A Canadian fertility doctor has been accused of infusing women with the wrong type of sperm. He also used his own. A settlement was possible in a class action lawsuit that has been ongoing for years and involved hundreds of victims. It was announced Wednesday by Norman Barwin, former physician. His medical license was suspended in 2019.
Davina Dixon (Daniel Dixon) and Rebecca Dixon started the class-action lawsuit in 2016. In 1989, Davina Dixon and Daniel sought medical assistance from Barwin. He performed artificial insemination for the parents.
However, in 2016 the family discovered through a DNA test that Barwin is Rebecca’s biological father, according to a statement issued Wednesday from a law firm representing victims in the case.
Barwin claims that 100 of the 100 children of his patients do not have the DNA of their “intended father,” which includes 17 of Barwin’s biological children and 83 of those who don’t know their biological father.
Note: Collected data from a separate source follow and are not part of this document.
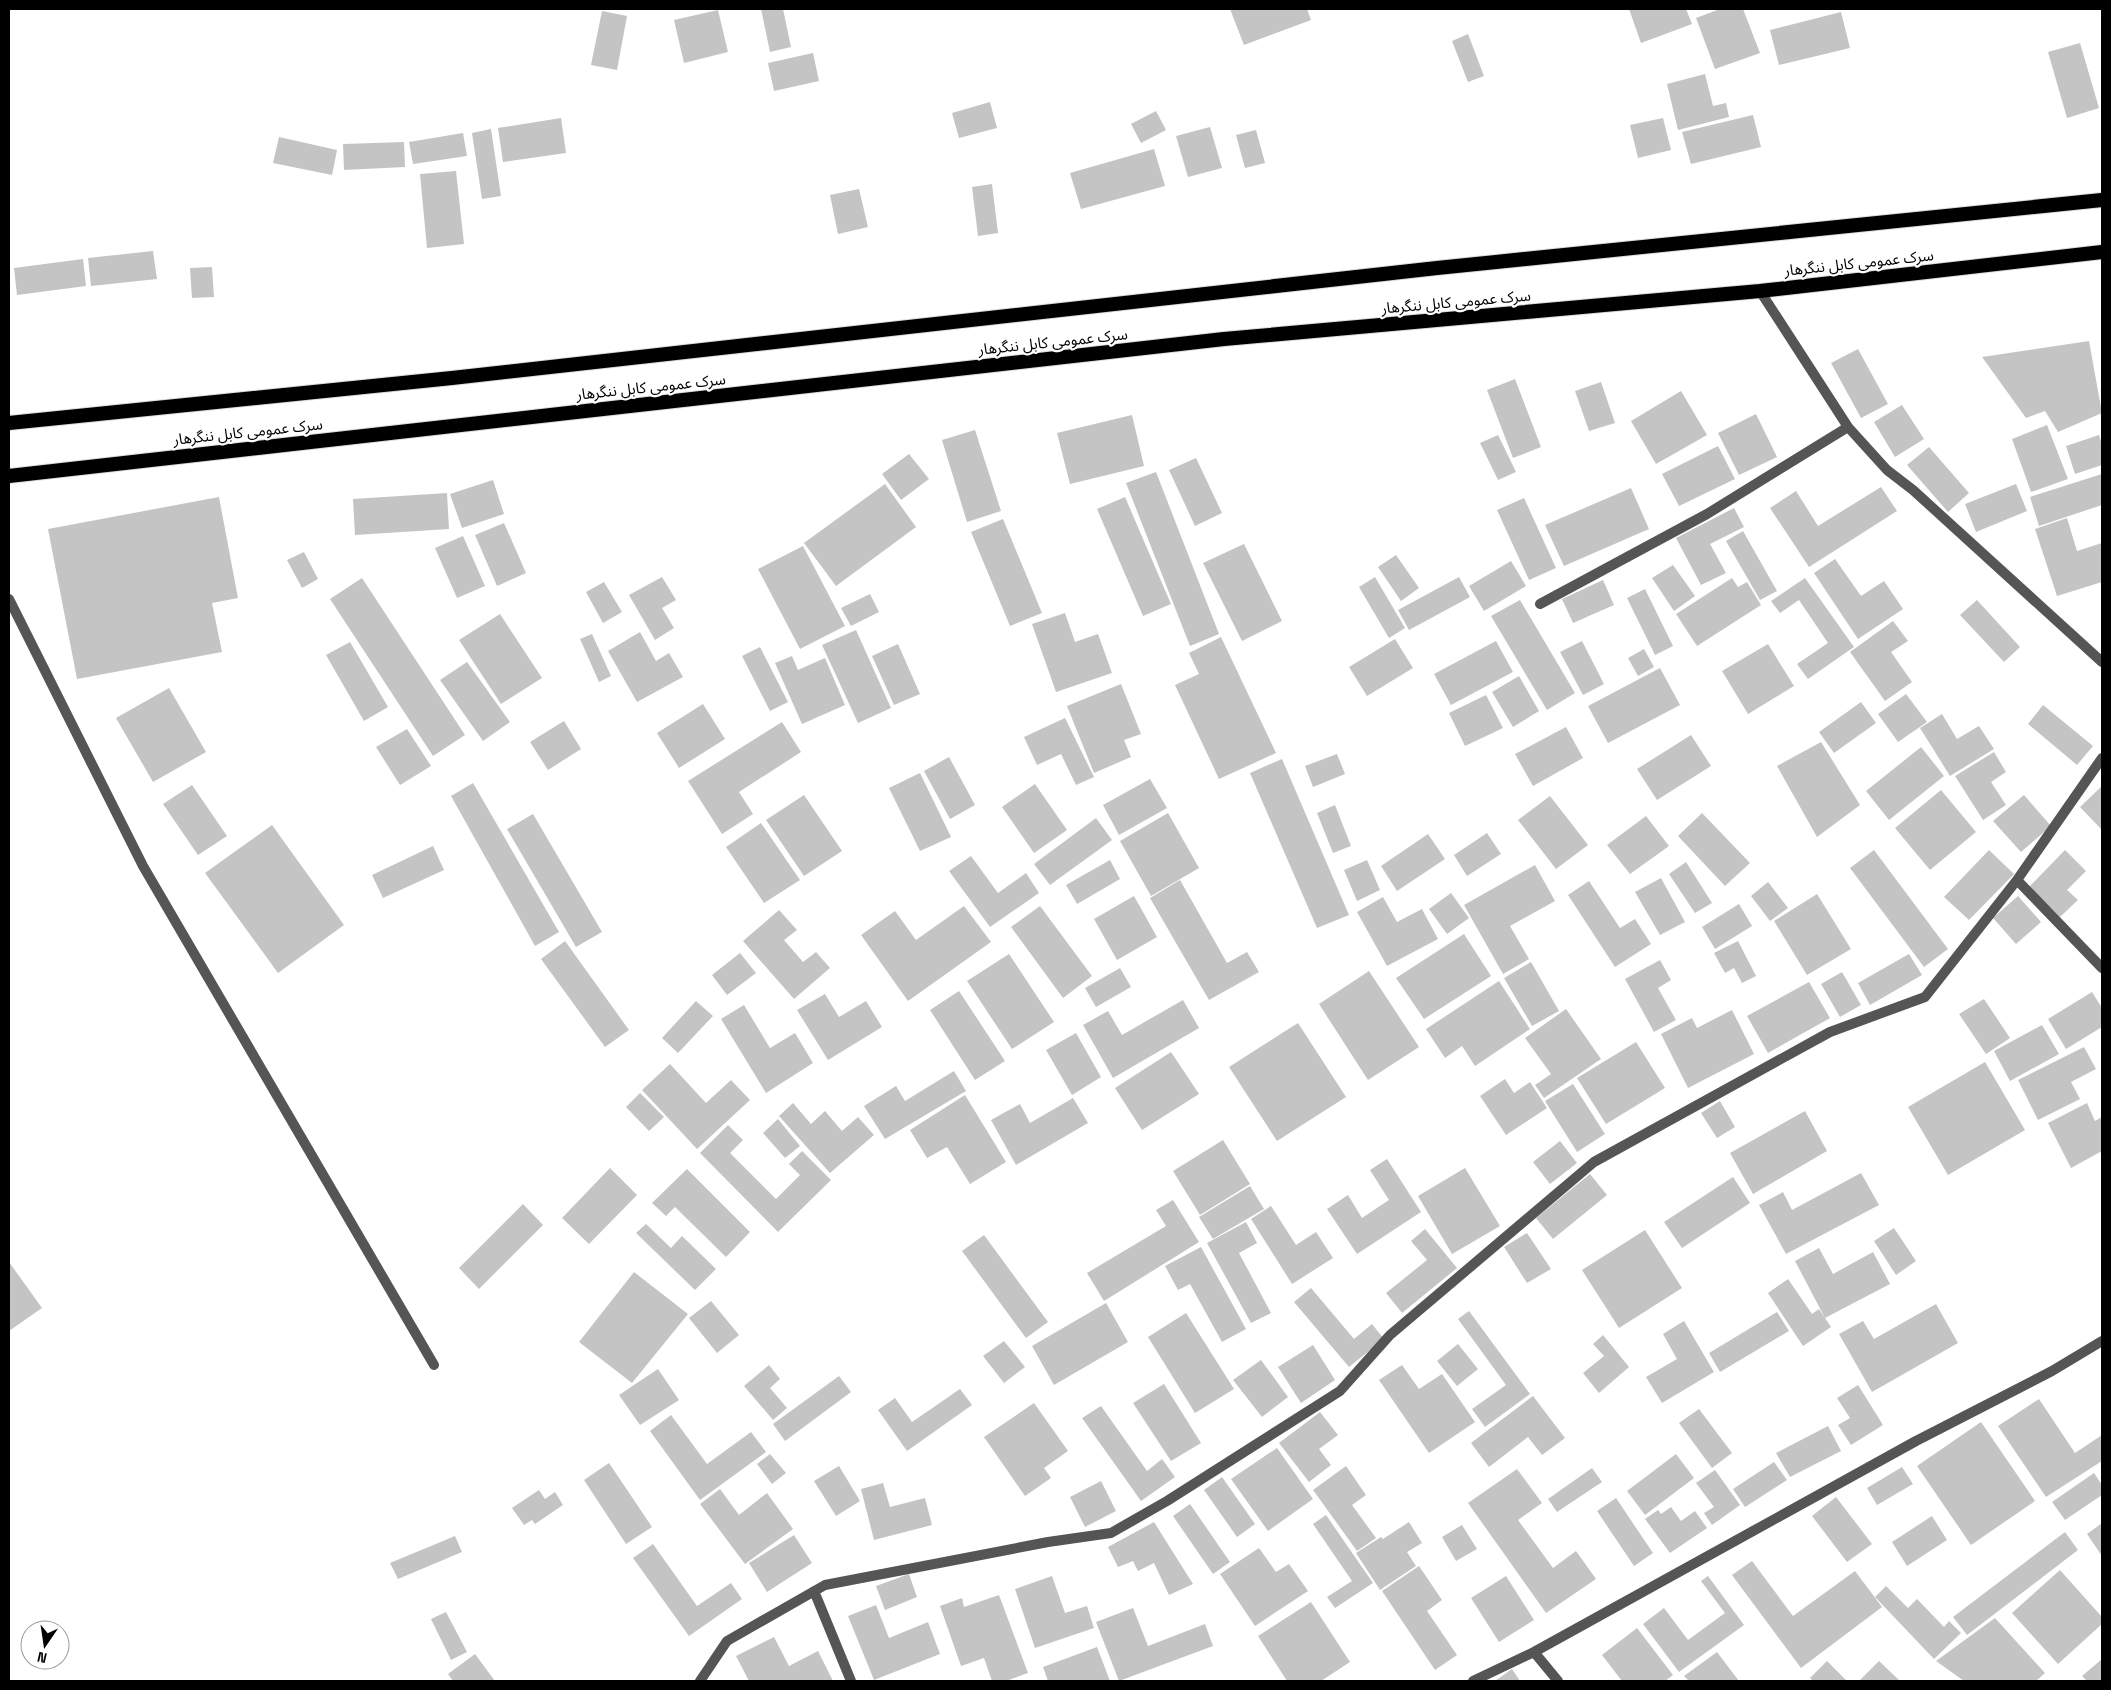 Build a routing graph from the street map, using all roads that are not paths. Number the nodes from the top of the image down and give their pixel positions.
1 (2102, 200) edge
2 (2102, 252) edge
3 (1760, 290) junction
4 (9, 423) edge
5 (1848, 427) junction
6 (9, 476) edge
7 (9, 599) edge
8 (1540, 604) dead end
9 (2102, 662) edge
10 (2102, 758) edge
11 (2017, 880) junction
12 (2102, 968) edge
13 (2102, 1341) edge
14 (434, 1365) dead end
15 (814, 1591) junction
16 (1534, 1652) junction
17 (700, 1681) edge
18 (850, 1681) edge
19 (1473, 1681) edge
20 (1558, 1681) edge

1 - 4 highway, سرک عمومی کابل ننگرهار
2 - 3 highway, سرک عمومی کابل ننگرهار
3 - 5 street
3 - 6 highway, سرک عمومی کابل ننگرهار
5 - 8 street
5 - 9 street
7 - 14 street
10 - 11 street
11 - 12 street
11 - 15 street
13 - 16 street
15 - 17 street
15 - 18 street
16 - 19 street
16 - 20 street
Barwin is the subject of allegations dating back to 1970. These allegations concern patients who were seen at the Ottawa General Hospital or another local clinic.
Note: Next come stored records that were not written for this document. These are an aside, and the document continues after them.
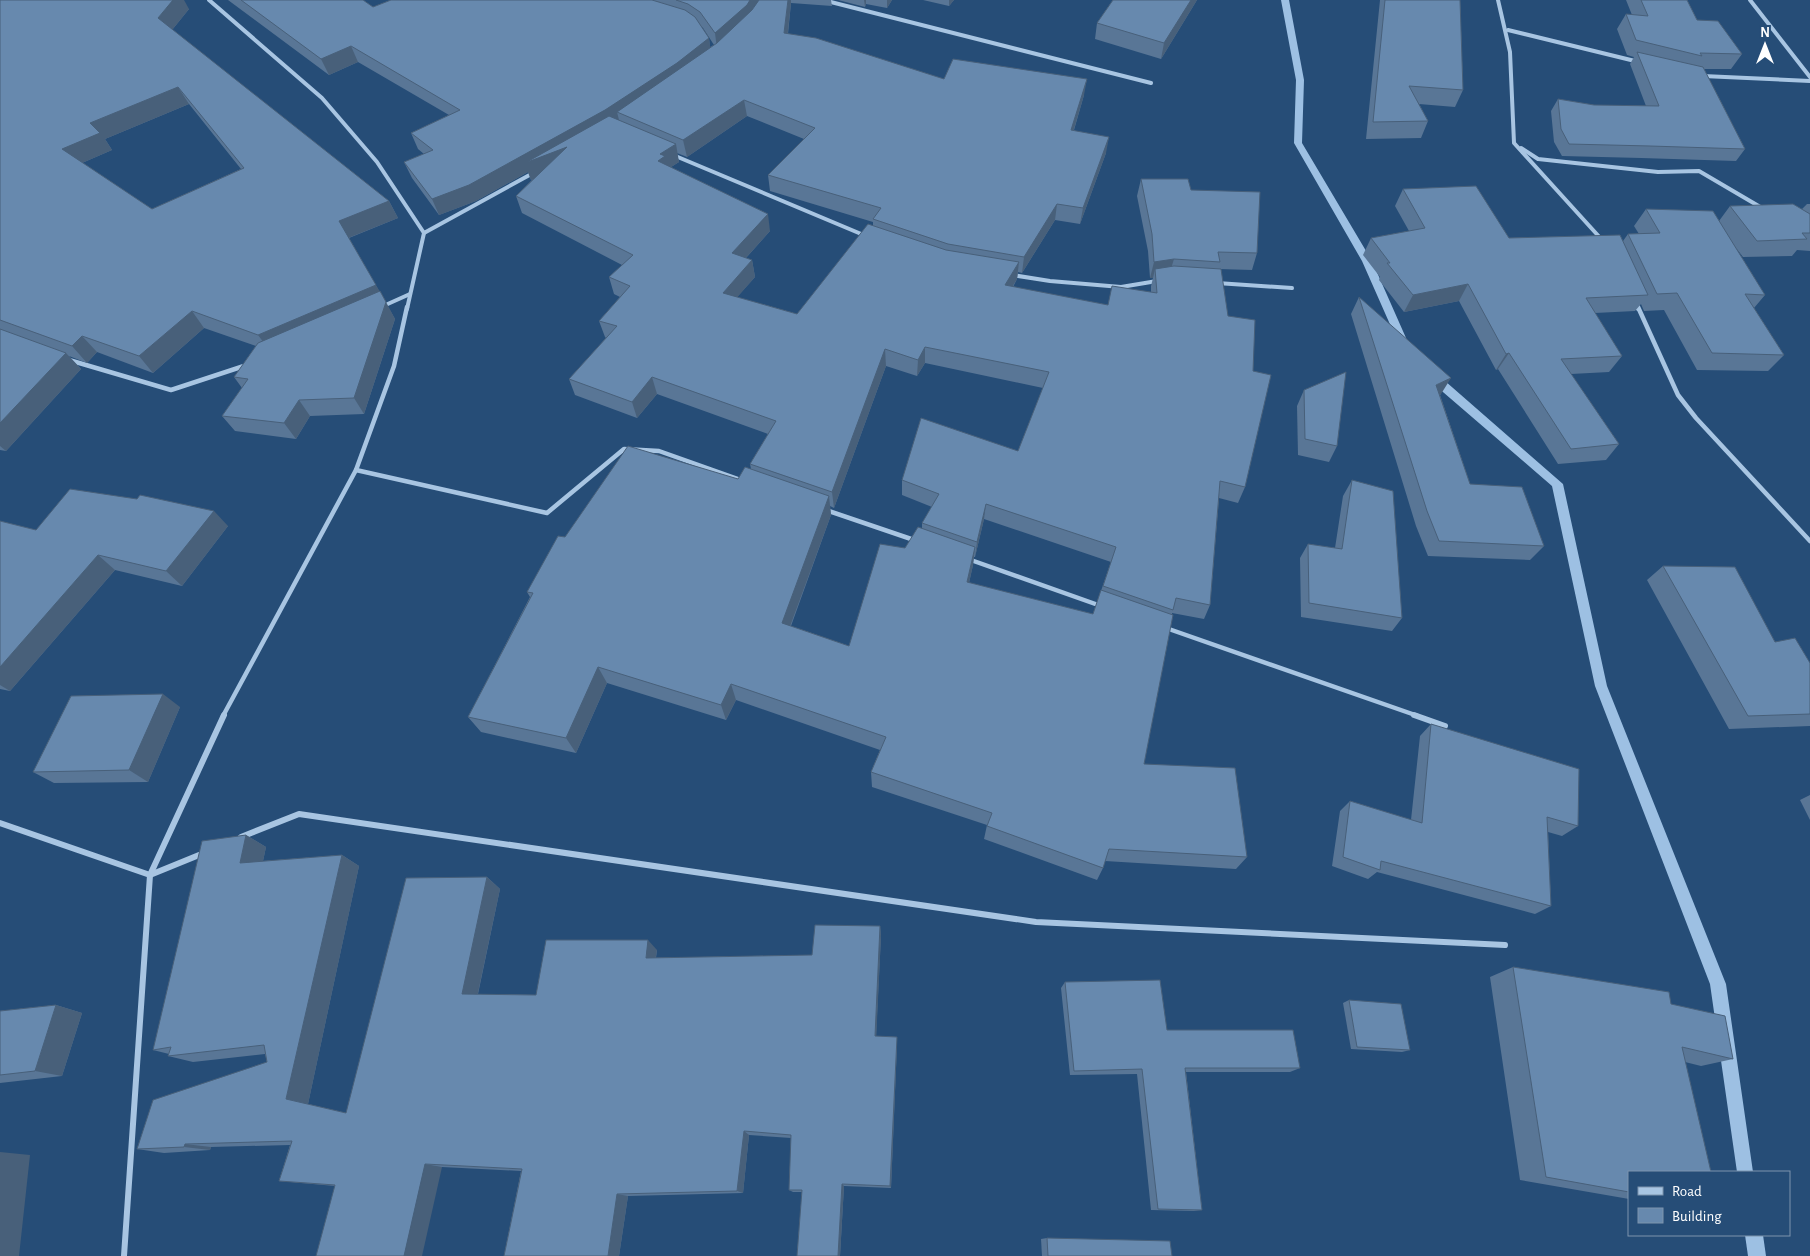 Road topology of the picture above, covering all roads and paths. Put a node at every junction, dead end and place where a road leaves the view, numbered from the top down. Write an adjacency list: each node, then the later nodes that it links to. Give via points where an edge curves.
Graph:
1 (218, 0): 5 (street)
2 (823, 0): 10 (street)
3 (1498, 0): 6 (street)
4 (1750, 0): 9 (street)
5 (211, 1): 15 (street, via 322,98 377,162)
6 (1508, 30): 7 (street); 11 (street)
7 (1646, 64)
8 (1702, 76): 9 (street)
9 (1810, 79)
10 (1151, 83)
11 (1514, 144): 14 (street, via 1538,159 1658,172 1699,172); 17 (street)
12 (667, 152): 16 (street)
13 (539, 169): 15 (street)
14 (1767, 211)
15 (424, 233): 22 (street)
16 (874, 239)
17 (1606, 244)
18 (1003, 273): 19 (street, via 1121,287)
19 (1160, 280)
20 (1207, 282): 21 (street)
21 (1292, 288)
22 (410, 294): 24 (street); 27 (street, via 394,366)
23 (1632, 297): 30 (street, via 1678,395)
24 (375, 310)
25 (65, 359): 26 (street, via 172,390)
26 (250, 364)
27 (356, 470): 28 (street, via 548,513 624,449 659,451); 39 (street, via 220,722)
28 (743, 481)
29 (818, 507): 31 (street)
30 (1810, 541)
31 (921, 543)
32 (958, 556): 33 (street)
33 (1108, 608)
34 (1155, 624): 35 (street)
35 (1445, 726)
36 (0, 823): 39 (street)
37 (237, 839): 40 (street, via 299,814 1036,922)
38 (211, 850): 39 (street)
39 (150, 876): 41 (street)
40 (1504, 945)
41 (124, 1256)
The settlement will provide payments for families and individuals who received the incorrect sperm sample during artificial inseminations. It must be approved by a Canadian court in November. The settlement also includes funds for those whose sperm was taken by Barwin from the wrong mother or family.
The settlement funds will also be used to operate a DNA database that includes victims who have given Barwin semen or individuals who want to confirm their father’s identity.
Barwin denied any wrongdoing in relation to the allegations. In the proposed settlement, Barwin states that he “continues denial all of Plaintiffs’ claims” as well as denies any “liability whatsoever”.
According to the document, Barwin accepted the settlement in order to “eliminate the risk and time-consuming litigation.”